Japan Geoscience Union Meeting 2019

Presentation information

[J] Oral

U (Union ) » Union

[U-04] Capture the fast process in Earth and planetary science

Wed. May 29, 2019 3:30 PM - 5:00 PM 103 (1F)

convener:Takashi Yoshino(Institute for Planetary Materials, Okayama University), Yoshinori Tange(Japan Synchrotron Radiation Research Institute), Chairperson:Takashi Yoshino(Okayama University), Yoshio Kono(愛媛大学地球深部ダイナミクスセンター), Yoshinori Tange

3:45 PM - 4:00 PM

[U04-08] Time-resolved synchrotron X-ray observations of mineral transformations under static pressures: applications to non-equilibrium behaviors in shocked meteorites

★Invited Papers

*Tomoaki Kubo1, Masaaki Miyahara2 (1.Kyushu University, 2.Hiroshima University)

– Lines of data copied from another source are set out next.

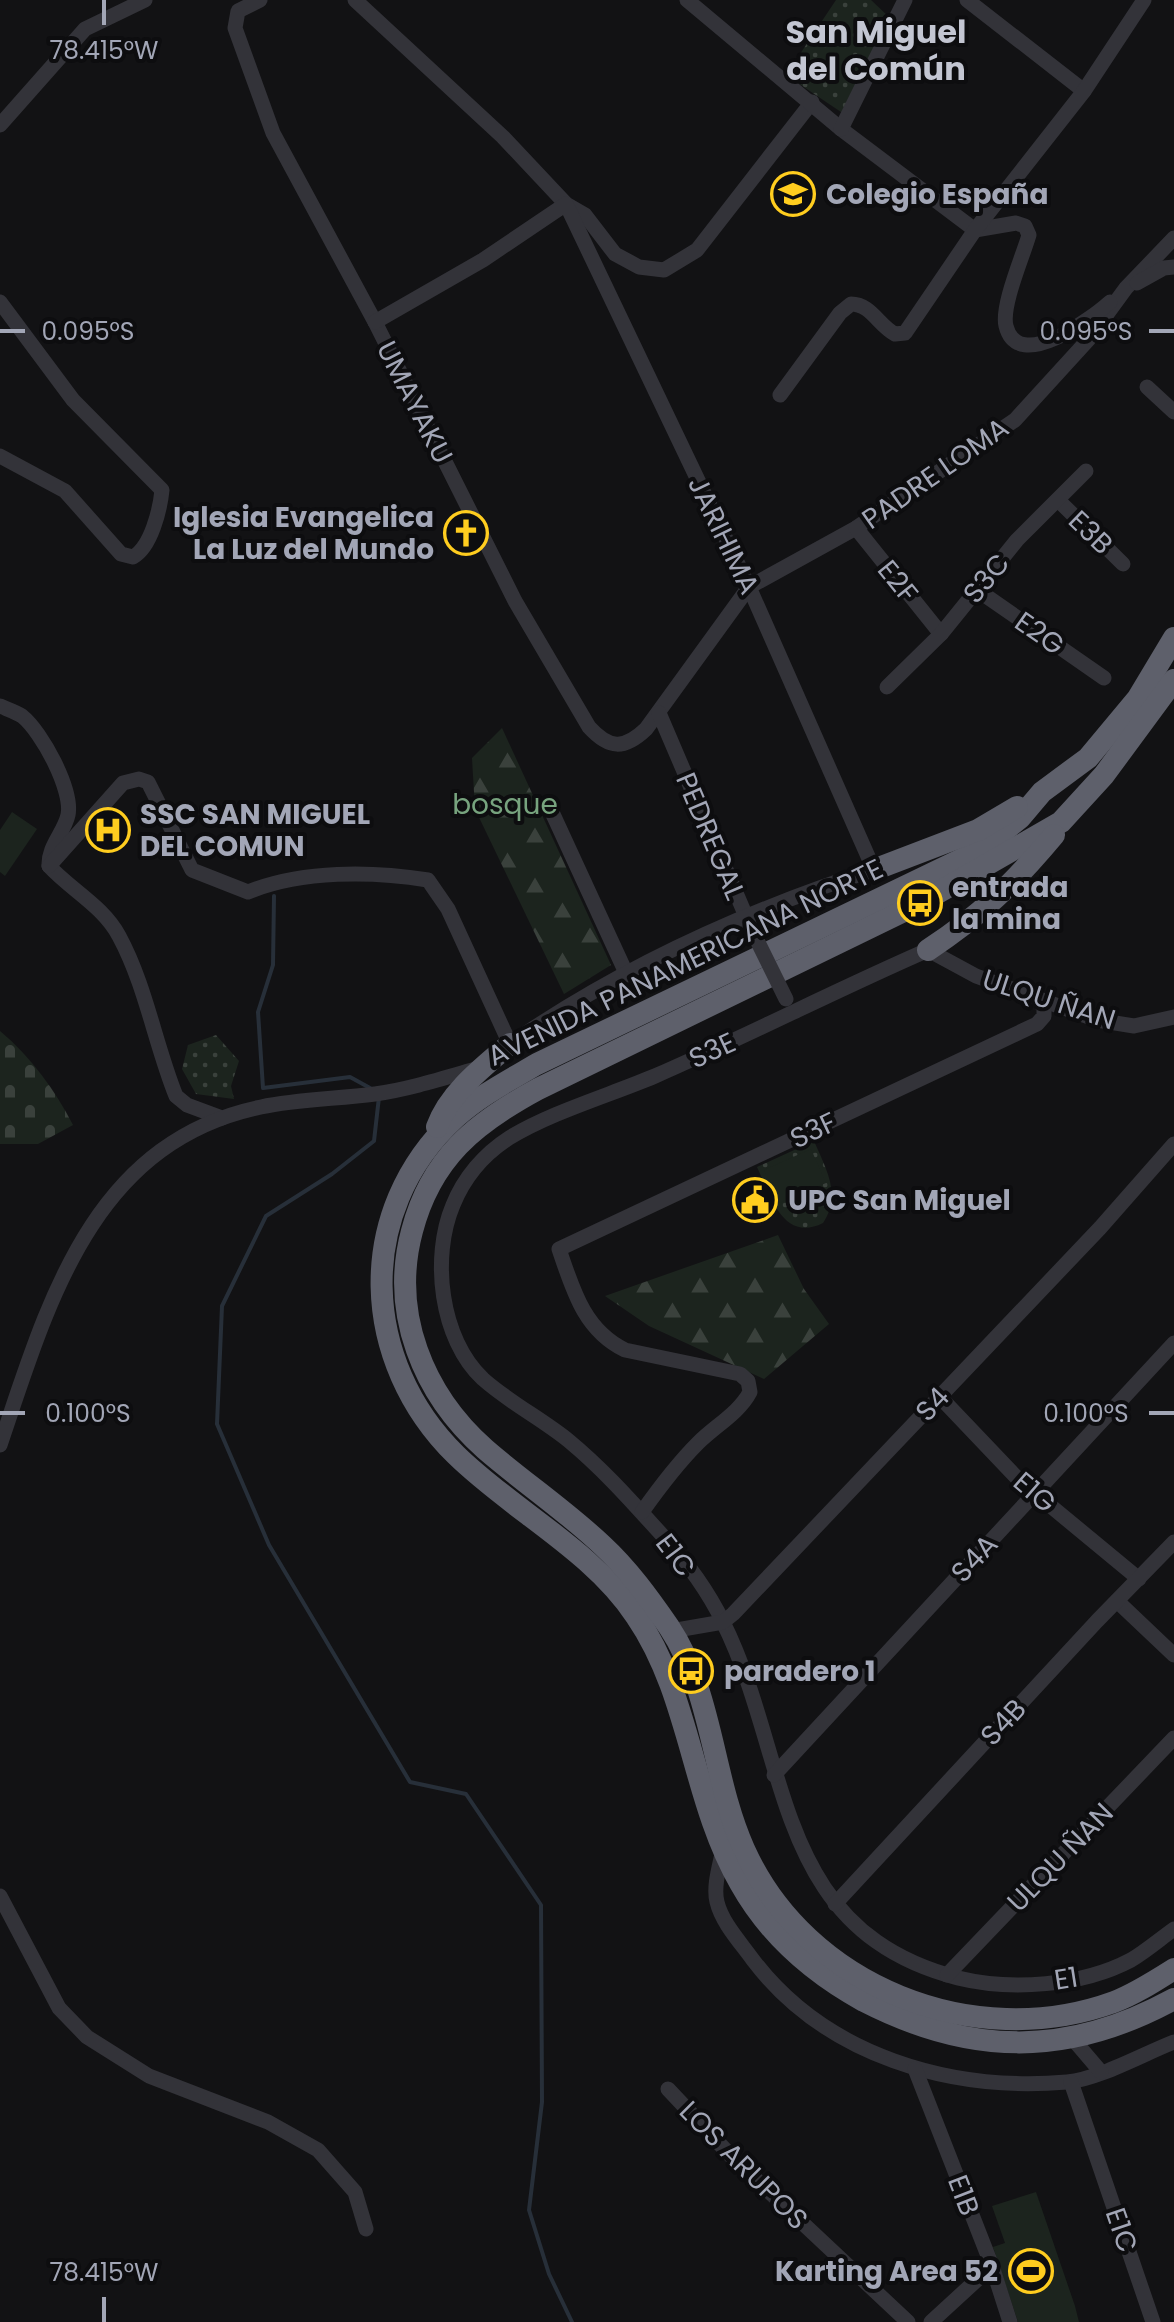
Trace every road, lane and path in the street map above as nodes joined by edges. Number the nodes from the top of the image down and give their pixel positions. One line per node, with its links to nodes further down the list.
1 (145, 0): 12 (street)
2 (223, 0): 9 (street)
3 (260, 0): 9 (street)
4 (354, 0): 14 (street)
5 (686, 0): 11 (street)
6 (905, 0): 13 (street)
7 (966, 0): 10 (street)
8 (1144, 0): 10 (street)
9 (238, 11): 20 (street, UMAYAKU)
10 (1084, 92): 15 (street)
11 (812, 102): 13 (street); 14 (street)
12 (0, 125)
13 (841, 129): 15 (street)
14 (566, 204): 20 (street); 29 (street, JARIHIMA)
15 (975, 230): 18 (street); 22 (street)
16 (1174, 238): 18 (street, PADRE LOMA)
17 (1174, 267): 18 (street)
18 (1126, 288): 27 (street, PADRE LOMA)
19 (0, 302): 24 (street)
20 (374, 322): 37 (street, UMAYAKU)
21 (1147, 387): 23 (street)
22 (780, 395)
23 (1174, 412)
24 (0, 456)
25 (1086, 471): 26 (street, S3C)
26 (1058, 501): 28 (street, E3B); 30 (street, S3C)
27 (856, 528): 29 (street, PADRE LOMA); 31 (street, E2F)
28 (1124, 564)
29 (750, 586): 37 (street); 42 (street, JARIHIMA)
30 (976, 589): 31 (street, S3C); 33 (street, E2G)
31 (941, 634): 35 (street, S3C)
32 (1174, 638): 38 (highway, AVENIDA PANAMERICANA NORTE)
33 (1104, 678)
34 (1174, 680): 40 (highway, AVENIDA PANAMERICANA NORTE)
35 (887, 687)
36 (0, 706): 41 (street)
37 (659, 713): 43 (street, PEDREGAL)
38 (1042, 792): 42 (highway); 53 (highway, AVENIDA PANAMERICANA NORTE)
39 (551, 810): 45 (street)
40 (1062, 822): 44 (highway); 64 (highway, AVENIDA PANAMERICANA NORTE)
41 (48, 866): 49 (street); 51 (street)
42 (875, 869): 43 (street)
43 (747, 920): 45 (street); 47 (street, PEDREGAL, bridge)
44 (928, 950): 46 (street, ULQU ÑAN); 47 (street, S3E)
45 (628, 975): 49 (street)
46 (1036, 997): 48 (street, ULQU ÑAN); 59 (street, S3F)
47 (790, 1006): 54 (street, S3E)
48 (1174, 1017)
49 (510, 1044): 50 (highway)
50 (482, 1067): 51 (street); 53 (highway)
51 (222, 1118): 57 (street)
52 (1174, 1144): 56 (street, S4)
53 (431, 1146): 68 (highway, AVENIDA PANAMERICANA NORTE)
54 (496, 1148): 59 (street, E1C)
55 (1174, 1343): 58 (street, S4A)
56 (939, 1396): 58 (street, E1G); 63 (street, S4)
57 (0, 1445)
58 (1034, 1492): 61 (street, E1G); 67 (street, S4A)
59 (642, 1512): 63 (street, E1C)
60 (1174, 1542): 61 (street, S4B)
61 (1138, 1580): 62 (street, S4B)
62 (1117, 1602): 65 (street); 70 (street, S4B)
63 (723, 1622): 64 (street); 67 (street, E1C)
64 (672, 1631): 72 (highway, AVENIDA PANAMERICANA NORTE)
65 (1174, 1655)
66 (1174, 1738): 73 (street, ULQU ÑAN)
67 (774, 1774): 70 (street, E1C)
68 (723, 1845): 75 (highway, AVENIDA PANAMERICANA NORTE); 77 (street)
69 (0, 1896): 81 (street)
70 (835, 1904): 73 (street, E1C)
71 (1174, 1929): 73 (street, E1)
72 (1174, 1970)
73 (946, 1975)
74 (1174, 1999): 75 (highway, AVENIDA PANAMERICANA NORTE)
75 (1072, 2038): 78 (street)
76 (1174, 2042): 78 (street)
77 (915, 2069): 79 (street); 82 (street, E1B)
78 (1101, 2072): 79 (street)
79 (1070, 2082): 86 (street, E1C)
80 (668, 2089): 83 (street, LOS ARUPOS)
81 (366, 2229)
82 (992, 2266): 84 (street); 85 (street, E1B)
83 (908, 2322)
84 (931, 2322)
85 (1010, 2322)
86 (1153, 2322)

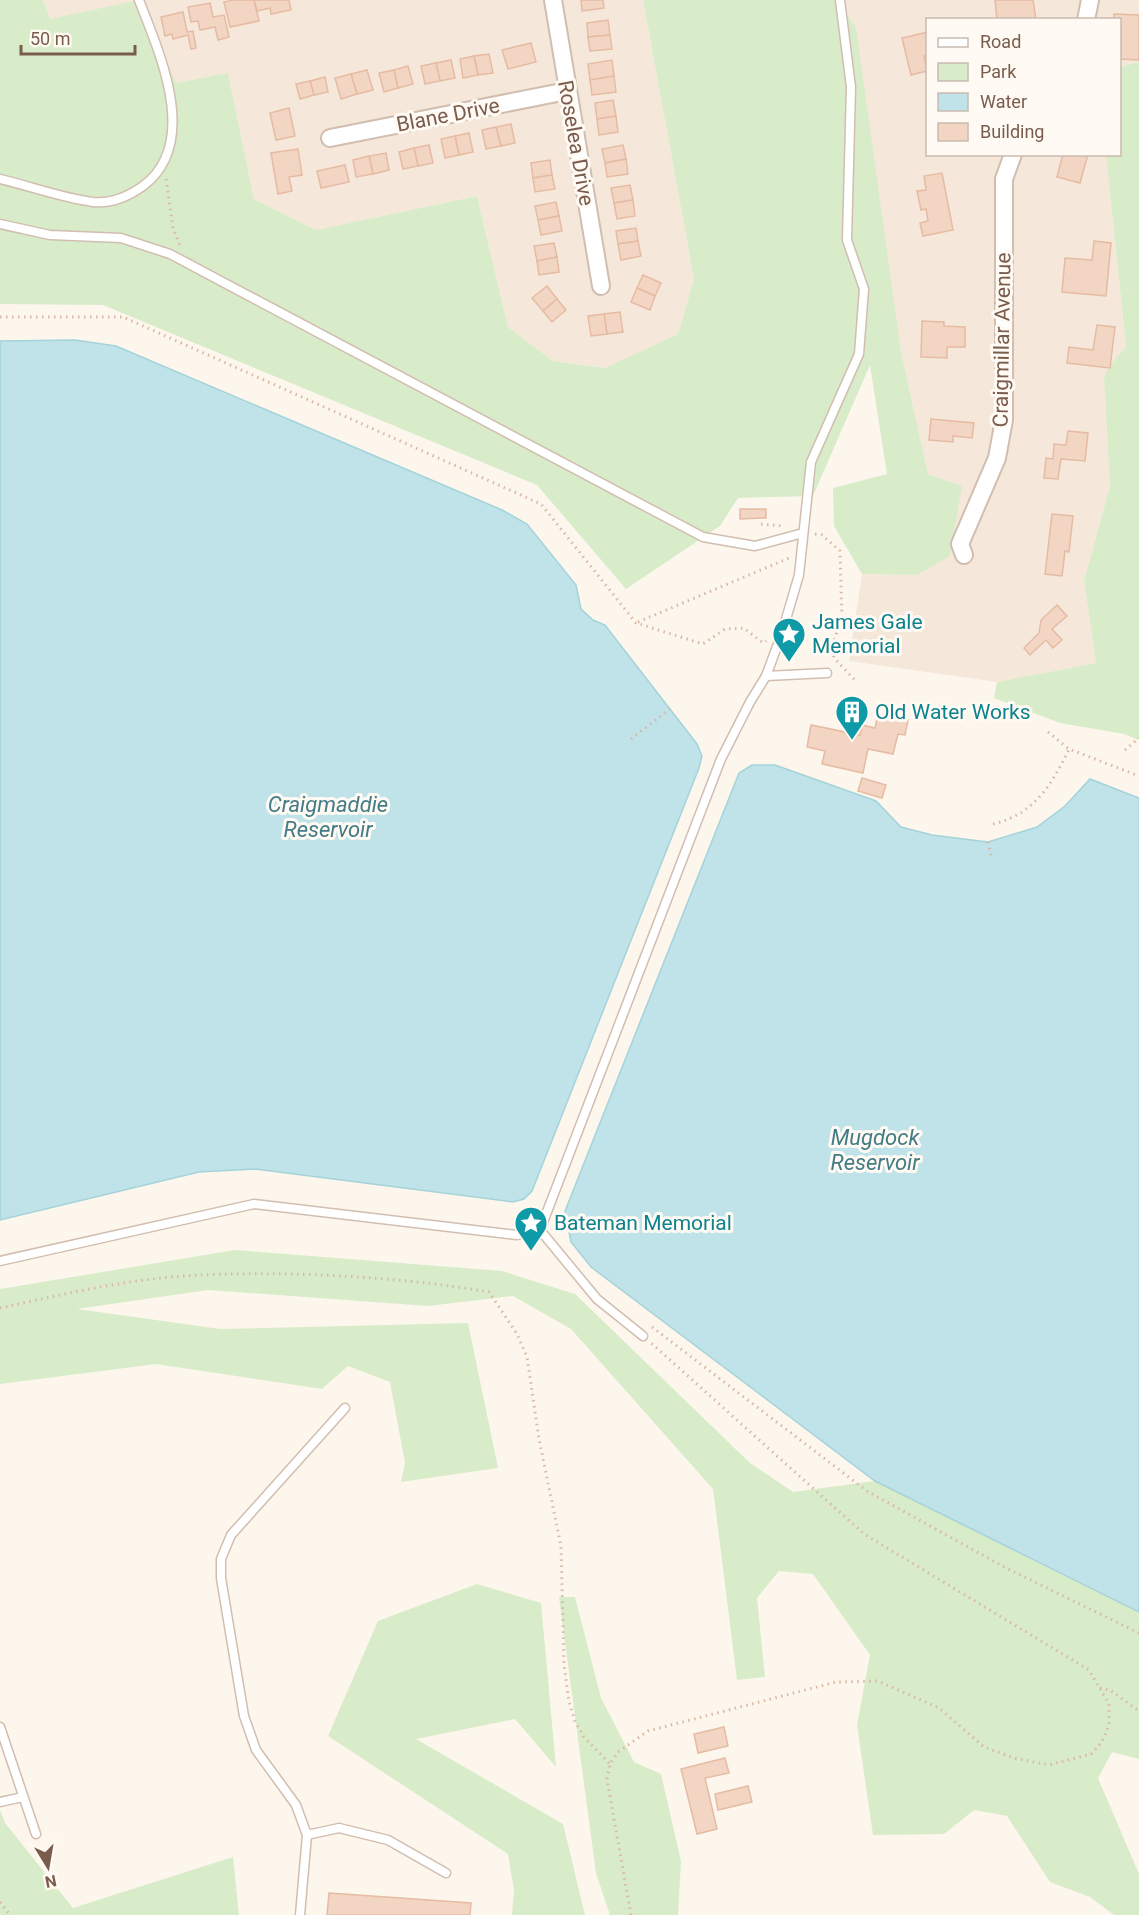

High-pressure transformations occur on timescales of ~0.01 to a few seconds in shocked meteorites. Reactions in such short timescales often remain incomplete and/or metastable state, which is usually problematic for the interpretation, but can be good information for shock durations if the kinetics is experimentally known. Here we present some experimental results on curious kinetic behaviors in seifertite and lingunite, those presences in shocked meteorites have been difficult to explain based on phase equilibrium. A conventional method combining multi-anvil high-pressure apparatus with synchrotron white X-ray was routinely used to observe non-equilibrium behaviors and their kinetics in minerals at pressures up to ~30 GPa by collecting time-resolved X-ray diffraction data every 10 sec with energy dispersive method. By using this system, we found that seifertite and lingunite are metastably formed at high pressures from silica and plagioclase, respectively. The problematic presence of these phases in shocked meteorites can be reasonably explained as metastable phases. Extrapolations of kinetic data obtained to shorter timescales at higher temperatures of shock events uniquely constrain the critical shock durations and the size of the impactor. Similar strategy has also been applied to the back-transformation recorded in shocked meteorites. Time-resolved X-ray observations have revealed that some high-pressure phases such as bridgmanite and lingunite do not directly transform to their low-pressure phases, but through the amorphous state. This may explain the presence of amorphous phases with enstatite and plagioclase compositions in shocked meteorites. Our studies demonstrate that the conventional 10-second time-resolved synchrotron X-ray observations under static pressures capture the critical processes of solid-state reactions during shock events. On the other hand, crystallization of high-pressure phases from shock-induced melt is another important process to be solved. Improvement of the system with better time resolution and grain observations by 2D detector are required to detect the rapid melt crystallization processes.